Kisah-kisah Para Korban Terorisme di Indonesia, Antara Luka dan Trauma (Bagian 1)

Kisah-kisah Para Korban Terorisme di Indonesia, Antara Luka dan Trauma, naviri.org, Naviri Magazine, naviri

Naviri Magazine - Terkait wacana pemulangan 600 WNI eks ISIS tempo hari, yang belakangan akhirnya diputuskan untuk tidak dipulangkan ke Indonesia, ada hal lain yang mungkin jarang kita ketahui, yakni perasaan para korban yang pernah mengalami tindak kekerasan dan teror dari anggota atau simpatisan ISIS di Indonesia. Berikut ini kisah-kisah mereka.

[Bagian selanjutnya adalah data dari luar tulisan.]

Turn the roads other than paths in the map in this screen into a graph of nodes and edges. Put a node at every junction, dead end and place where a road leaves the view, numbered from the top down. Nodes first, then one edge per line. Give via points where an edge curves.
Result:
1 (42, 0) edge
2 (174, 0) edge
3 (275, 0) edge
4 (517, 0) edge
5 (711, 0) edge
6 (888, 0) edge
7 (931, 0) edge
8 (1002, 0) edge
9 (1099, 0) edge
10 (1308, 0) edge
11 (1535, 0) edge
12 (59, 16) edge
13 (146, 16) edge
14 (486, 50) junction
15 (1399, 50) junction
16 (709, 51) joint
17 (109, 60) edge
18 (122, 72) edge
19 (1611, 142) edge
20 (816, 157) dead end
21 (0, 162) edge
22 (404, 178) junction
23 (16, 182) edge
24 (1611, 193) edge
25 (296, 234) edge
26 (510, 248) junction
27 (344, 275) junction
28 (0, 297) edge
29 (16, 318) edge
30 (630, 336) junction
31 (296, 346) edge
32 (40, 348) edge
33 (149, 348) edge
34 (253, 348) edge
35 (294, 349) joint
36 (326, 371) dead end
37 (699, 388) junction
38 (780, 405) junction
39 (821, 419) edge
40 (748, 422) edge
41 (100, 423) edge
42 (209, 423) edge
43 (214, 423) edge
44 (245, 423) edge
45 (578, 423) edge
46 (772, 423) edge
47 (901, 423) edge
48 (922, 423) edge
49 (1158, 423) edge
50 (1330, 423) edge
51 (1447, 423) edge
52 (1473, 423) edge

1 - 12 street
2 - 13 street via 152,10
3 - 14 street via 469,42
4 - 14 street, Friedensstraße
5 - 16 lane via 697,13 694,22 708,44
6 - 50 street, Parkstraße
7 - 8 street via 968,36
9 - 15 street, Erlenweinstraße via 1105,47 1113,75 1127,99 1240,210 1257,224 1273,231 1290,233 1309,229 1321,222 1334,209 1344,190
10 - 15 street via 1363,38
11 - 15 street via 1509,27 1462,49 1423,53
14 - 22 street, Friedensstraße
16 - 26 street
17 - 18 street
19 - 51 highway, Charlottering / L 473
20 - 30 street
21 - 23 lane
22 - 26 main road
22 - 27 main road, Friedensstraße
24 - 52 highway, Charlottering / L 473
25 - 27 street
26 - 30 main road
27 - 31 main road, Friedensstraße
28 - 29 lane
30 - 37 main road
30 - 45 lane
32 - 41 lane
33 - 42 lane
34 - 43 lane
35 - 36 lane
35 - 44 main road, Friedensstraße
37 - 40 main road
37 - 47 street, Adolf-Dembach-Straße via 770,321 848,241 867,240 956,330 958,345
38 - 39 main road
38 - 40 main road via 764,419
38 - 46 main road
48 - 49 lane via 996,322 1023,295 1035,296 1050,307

Penglihatan Yohanes Triyanta (41) agak kabur. Mata Yohanes tak lagi dapat melihat dengan sempurna, kerusakan syaraf membuat mata kirinya sulit untuk melihat. Ketika kumat, kelopak mata kirinya menutup sendiri. "Terakhir kemarin itu sampai tidak bisa melihat, mata kiri menutup sendiri dan tidak bisa membuka," kata Yohanes.

Yohanes adalah satu di antara lima korban penyerangan teroris di Gereja Santa Lidwina, Gamping, Sleman, Yogyakarta pada 11 Februari 2018. Ia mengalami luka sabetan pedang di sepanjang dahi, horizontal di atas mata kanan sampai kiri. Seorang teroris bernama Suliyono memasuki gereja dan menyerang jemaat dengan sebilah pedang saat misa.

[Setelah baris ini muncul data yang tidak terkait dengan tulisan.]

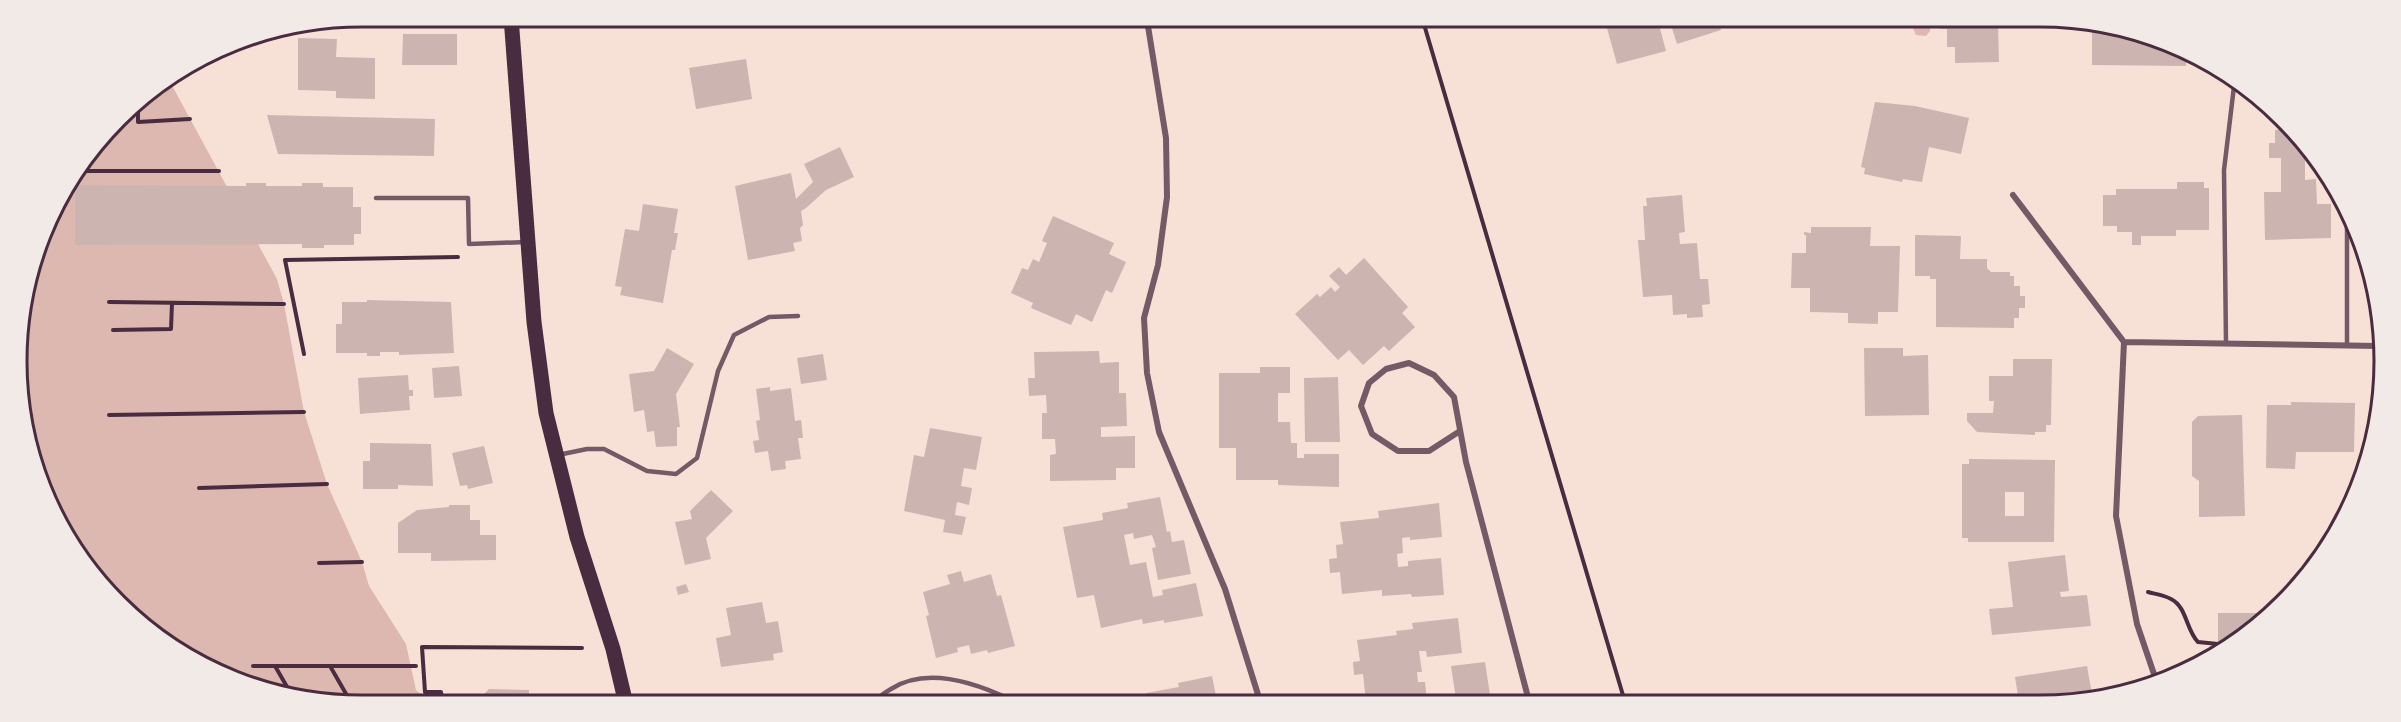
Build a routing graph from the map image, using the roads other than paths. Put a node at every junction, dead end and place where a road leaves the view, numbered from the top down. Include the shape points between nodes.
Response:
1 (512, 27) edge
2 (1148, 27) edge
3 (2234, 89) edge
4 (2013, 195) dead end
5 (376, 198) dead end
6 (2347, 229) edge
7 (527, 242) junction
8 (798, 316) dead end
9 (2124, 342) junction
10 (2226, 343) junction
11 (2347, 345) junction
12 (2373, 346) edge
13 (1460, 431) junction
14 (556, 456) junction
15 (2154, 675) edge
16 (624, 695) edge
17 (884, 695) edge
18 (1000, 695) edge
19 (1258, 695) edge
20 (1527, 695) edge

1 - 7 main road
2 - 19 street via 1166,138 1167,197 1158,265 1144,318 1147,373 1159,432 1225,589
3 - 10 lane via 2224,170
4 - 9 street
5 - 7 lane via 468,198 469,244
6 - 11 lane
7 - 14 main road via 546,413
8 - 14 lane via 769,317 734,335 718,371 697,458 676,474 646,471 604,448
9 - 10 street
9 - 15 street via 2116,516 2137,624
10 - 11 street
11 - 12 street
13 - 13 street via 1454,397 1434,375 1409,363 1386,369 1369,383 1361,406 1372,434 1398,451 1429,451
13 - 20 street
14 - 16 main road
17 - 18 lane via 915,679 938,677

Polisi menyebut Suliyono terpapar paham radikal, dan hendak berangkat ke Suriah untuk bergabung dengan Negara Islam Irak dan Suriah (ISIS). Saat penyerangan, Yohanes duduk di bangku belakang yang berada di dekat pintu. Seketika Suliyono masuk mengayunkan pedangnya, Yohanes menjadi salah satu orang yang terkena sabetan karena tidak sempat menyelamatkan diri.

Meski telah mendapatkan pengobatan dan pernah juga dioperasi, beberapa kali sakit dari luka yang dideritanya itu kambuh. Selama dua tahun terakhir ia sudah tiga kali kambuh hingga penglihatannya semakin menurun. "Mata saya terganggu dalam hal penglihatan, karena ada beberapa syaraf yang terakhir saya periksa itu tidak berfungsi secara baik atau seperti semula," kata dia.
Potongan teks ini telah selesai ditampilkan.